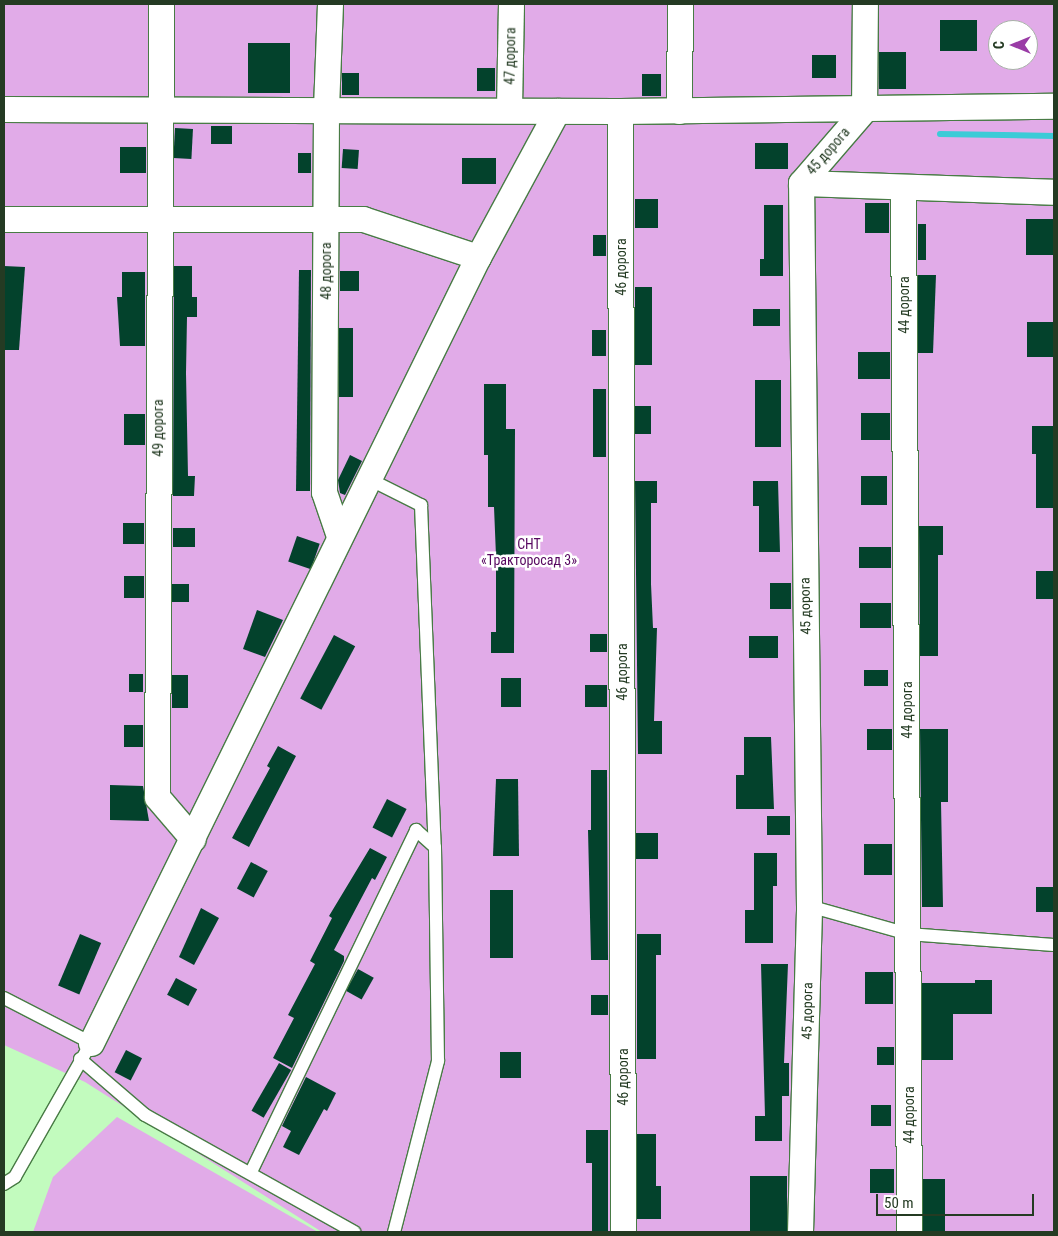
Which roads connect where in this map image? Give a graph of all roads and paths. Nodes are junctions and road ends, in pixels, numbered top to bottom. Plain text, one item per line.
1 (161, 4) edge
2 (330, 4) edge
3 (511, 4) edge
4 (680, 4) edge
5 (865, 4) edge
6 (1054, 106) edge
7 (509, 108) junction
8 (4, 109) edge
9 (158, 110) junction
10 (326, 110) junction
11 (864, 110) junction
12 (557, 111) junction
13 (620, 111) junction
14 (678, 111) junction
15 (801, 183) junction
16 (903, 187) junction
17 (1054, 192) edge
18 (4, 219) edge
19 (158, 220) junction
20 (326, 220) junction
21 (478, 257) junction
22 (371, 480) junction
23 (339, 536) junction
24 (193, 839) junction
25 (435, 847) junction
26 (808, 906) junction
27 (908, 934) junction
28 (1054, 945) edge
29 (4, 998) edge
30 (86, 1051) junction
31 (251, 1172) junction
32 (4, 1184) edge
33 (354, 1232) edge
34 (394, 1232) edge
35 (624, 1232) edge
36 (800, 1232) edge
37 (909, 1232) edge

1 - 9 street, 49 дорога
2 - 10 street, 48 дорога
3 - 7 street, 47 дорога
4 - 14 street
5 - 11 street
6 - 11 street
7 - 10 street
7 - 12 street
8 - 9 street
9 - 10 street
9 - 19 street, 49 дорога
10 - 20 street, 48 дорога
11 - 14 street
11 - 15 street, 45 дорога
12 - 13 street
12 - 21 street
13 - 14 street
13 - 35 street, 46 дорога
15 - 16 street
15 - 26 street, 45 дорога
16 - 17 street
16 - 27 street, 44 дорога
18 - 19 street
19 - 20 street
19 - 24 street, 49 дорога
20 - 21 street
20 - 23 street, 48 дорога
21 - 22 street
22 - 23 street
22 - 25 lane
23 - 24 street
24 - 30 street
25 - 31 lane
25 - 34 lane
26 - 27 lane
26 - 36 street, 45 дорога
27 - 28 lane
27 - 37 street, 44 дорога
29 - 30 lane
30 - 31 lane
30 - 32 lane
31 - 33 lane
◇ ◇ ◇ ◇ ◇ ◇ ◇
→ **Exercise**
Please restate the material word for word; the pictures stay out.

→ **Answer to this exercise**
Which roads connect where in this map image? Give a graph of all roads and paths. Nodes are junctions and road ends, in pixels, numbered top to bottom. Plain text, one item per line.
1 (161, 4) edge
2 (330, 4) edge
3 (511, 4) edge
4 (680, 4) edge
5 (865, 4) edge
6 (1054, 106) edge
7 (509, 108) junction
8 (4, 109) edge
9 (158, 110) junction
10 (326, 110) junction
11 (864, 110) junction
12 (557, 111) junction
13 (620, 111) junction
14 (678, 111) junction
15 (801, 183) junction
16 (903, 187) junction
17 (1054, 192) edge
18 (4, 219) edge
19 (158, 220) junction
20 (326, 220) junction
21 (478, 257) junction
22 (371, 480) junction
23 (339, 536) junction
24 (193, 839) junction
25 (435, 847) junction
26 (808, 906) junction
27 (908, 934) junction
28 (1054, 945) edge
29 (4, 998) edge
30 (86, 1051) junction
31 (251, 1172) junction
32 (4, 1184) edge
33 (354, 1232) edge
34 (394, 1232) edge
35 (624, 1232) edge
36 (800, 1232) edge
37 (909, 1232) edge

1 - 9 street, 49 дорога
2 - 10 street, 48 дорога
3 - 7 street, 47 дорога
4 - 14 street
5 - 11 street
6 - 11 street
7 - 10 street
7 - 12 street
8 - 9 street
9 - 10 street
9 - 19 street, 49 дорога
10 - 20 street, 48 дорога
11 - 14 street
11 - 15 street, 45 дорога
12 - 13 street
12 - 21 street
13 - 14 street
13 - 35 street, 46 дорога
15 - 16 street
15 - 26 street, 45 дорога
16 - 17 street
16 - 27 street, 44 дорога
18 - 19 street
19 - 20 street
19 - 24 street, 49 дорога
20 - 21 street
20 - 23 street, 48 дорога
21 - 22 street
22 - 23 street
22 - 25 lane
23 - 24 street
24 - 30 street
25 - 31 lane
25 - 34 lane
26 - 27 lane
26 - 36 street, 45 дорога
27 - 28 lane
27 - 37 street, 44 дорога
29 - 30 lane
30 - 31 lane
30 - 32 lane
31 - 33 lane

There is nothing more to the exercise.